**WORK TO COMPLETE:** The complete data, repeated exactly, should form your response.
----- ENTRIES SUPPLIED -----
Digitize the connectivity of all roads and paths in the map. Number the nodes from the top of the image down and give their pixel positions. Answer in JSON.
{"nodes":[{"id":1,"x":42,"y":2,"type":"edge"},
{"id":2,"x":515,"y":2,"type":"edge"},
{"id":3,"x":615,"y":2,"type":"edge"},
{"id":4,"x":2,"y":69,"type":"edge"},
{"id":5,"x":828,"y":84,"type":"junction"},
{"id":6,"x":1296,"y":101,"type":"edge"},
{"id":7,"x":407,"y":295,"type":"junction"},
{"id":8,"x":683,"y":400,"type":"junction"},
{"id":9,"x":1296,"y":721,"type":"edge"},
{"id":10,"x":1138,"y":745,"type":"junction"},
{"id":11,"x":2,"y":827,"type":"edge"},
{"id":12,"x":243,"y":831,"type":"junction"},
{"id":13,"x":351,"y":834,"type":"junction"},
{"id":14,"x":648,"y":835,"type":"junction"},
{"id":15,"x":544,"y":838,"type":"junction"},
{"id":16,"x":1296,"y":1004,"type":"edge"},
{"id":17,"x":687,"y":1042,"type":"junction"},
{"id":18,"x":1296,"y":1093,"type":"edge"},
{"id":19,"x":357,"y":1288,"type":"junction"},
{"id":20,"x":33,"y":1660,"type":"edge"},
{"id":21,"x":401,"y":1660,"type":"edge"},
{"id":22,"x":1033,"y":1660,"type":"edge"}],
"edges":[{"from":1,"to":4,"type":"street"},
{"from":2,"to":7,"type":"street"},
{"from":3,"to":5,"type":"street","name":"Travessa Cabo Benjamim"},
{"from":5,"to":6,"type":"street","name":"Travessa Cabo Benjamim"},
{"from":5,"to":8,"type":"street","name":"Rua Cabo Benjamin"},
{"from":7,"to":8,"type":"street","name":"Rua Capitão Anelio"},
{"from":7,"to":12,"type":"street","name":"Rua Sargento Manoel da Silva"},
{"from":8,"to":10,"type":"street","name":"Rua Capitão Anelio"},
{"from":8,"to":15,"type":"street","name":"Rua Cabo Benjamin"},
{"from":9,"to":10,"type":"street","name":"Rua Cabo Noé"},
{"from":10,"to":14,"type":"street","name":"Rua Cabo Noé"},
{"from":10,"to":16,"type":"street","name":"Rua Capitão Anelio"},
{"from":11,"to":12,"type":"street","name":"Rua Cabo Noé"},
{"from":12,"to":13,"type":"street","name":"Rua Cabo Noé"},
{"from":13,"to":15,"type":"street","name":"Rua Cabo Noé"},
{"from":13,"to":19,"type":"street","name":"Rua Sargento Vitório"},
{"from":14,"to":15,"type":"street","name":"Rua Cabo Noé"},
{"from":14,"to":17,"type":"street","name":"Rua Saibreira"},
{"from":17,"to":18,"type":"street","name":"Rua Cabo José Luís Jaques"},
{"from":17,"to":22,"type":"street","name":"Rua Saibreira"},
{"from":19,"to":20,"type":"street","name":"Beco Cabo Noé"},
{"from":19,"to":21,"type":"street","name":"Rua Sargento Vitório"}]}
-----
**OUTPUT FOR THIS EXERCISE:**
Digitize the connectivity of all roads and paths in the map. Number the nodes from the top of the image down and give their pixel positions. Answer in JSON.
{"nodes":[{"id":1,"x":42,"y":2,"type":"edge"},
{"id":2,"x":515,"y":2,"type":"edge"},
{"id":3,"x":615,"y":2,"type":"edge"},
{"id":4,"x":2,"y":69,"type":"edge"},
{"id":5,"x":828,"y":84,"type":"junction"},
{"id":6,"x":1296,"y":101,"type":"edge"},
{"id":7,"x":407,"y":295,"type":"junction"},
{"id":8,"x":683,"y":400,"type":"junction"},
{"id":9,"x":1296,"y":721,"type":"edge"},
{"id":10,"x":1138,"y":745,"type":"junction"},
{"id":11,"x":2,"y":827,"type":"edge"},
{"id":12,"x":243,"y":831,"type":"junction"},
{"id":13,"x":351,"y":834,"type":"junction"},
{"id":14,"x":648,"y":835,"type":"junction"},
{"id":15,"x":544,"y":838,"type":"junction"},
{"id":16,"x":1296,"y":1004,"type":"edge"},
{"id":17,"x":687,"y":1042,"type":"junction"},
{"id":18,"x":1296,"y":1093,"type":"edge"},
{"id":19,"x":357,"y":1288,"type":"junction"},
{"id":20,"x":33,"y":1660,"type":"edge"},
{"id":21,"x":401,"y":1660,"type":"edge"},
{"id":22,"x":1033,"y":1660,"type":"edge"}],
"edges":[{"from":1,"to":4,"type":"street"},
{"from":2,"to":7,"type":"street"},
{"from":3,"to":5,"type":"street","name":"Travessa Cabo Benjamim"},
{"from":5,"to":6,"type":"street","name":"Travessa Cabo Benjamim"},
{"from":5,"to":8,"type":"street","name":"Rua Cabo Benjamin"},
{"from":7,"to":8,"type":"street","name":"Rua Capitão Anelio"},
{"from":7,"to":12,"type":"street","name":"Rua Sargento Manoel da Silva"},
{"from":8,"to":10,"type":"street","name":"Rua Capitão Anelio"},
{"from":8,"to":15,"type":"street","name":"Rua Cabo Benjamin"},
{"from":9,"to":10,"type":"street","name":"Rua Cabo Noé"},
{"from":10,"to":14,"type":"street","name":"Rua Cabo Noé"},
{"from":10,"to":16,"type":"street","name":"Rua Capitão Anelio"},
{"from":11,"to":12,"type":"street","name":"Rua Cabo Noé"},
{"from":12,"to":13,"type":"street","name":"Rua Cabo Noé"},
{"from":13,"to":15,"type":"street","name":"Rua Cabo Noé"},
{"from":13,"to":19,"type":"street","name":"Rua Sargento Vitório"},
{"from":14,"to":15,"type":"street","name":"Rua Cabo Noé"},
{"from":14,"to":17,"type":"street","name":"Rua Saibreira"},
{"from":17,"to":18,"type":"street","name":"Rua Cabo José Luís Jaques"},
{"from":17,"to":22,"type":"street","name":"Rua Saibreira"},
{"from":19,"to":20,"type":"street","name":"Beco Cabo Noé"},
{"from":19,"to":21,"type":"street","name":"Rua Sargento Vitório"}]}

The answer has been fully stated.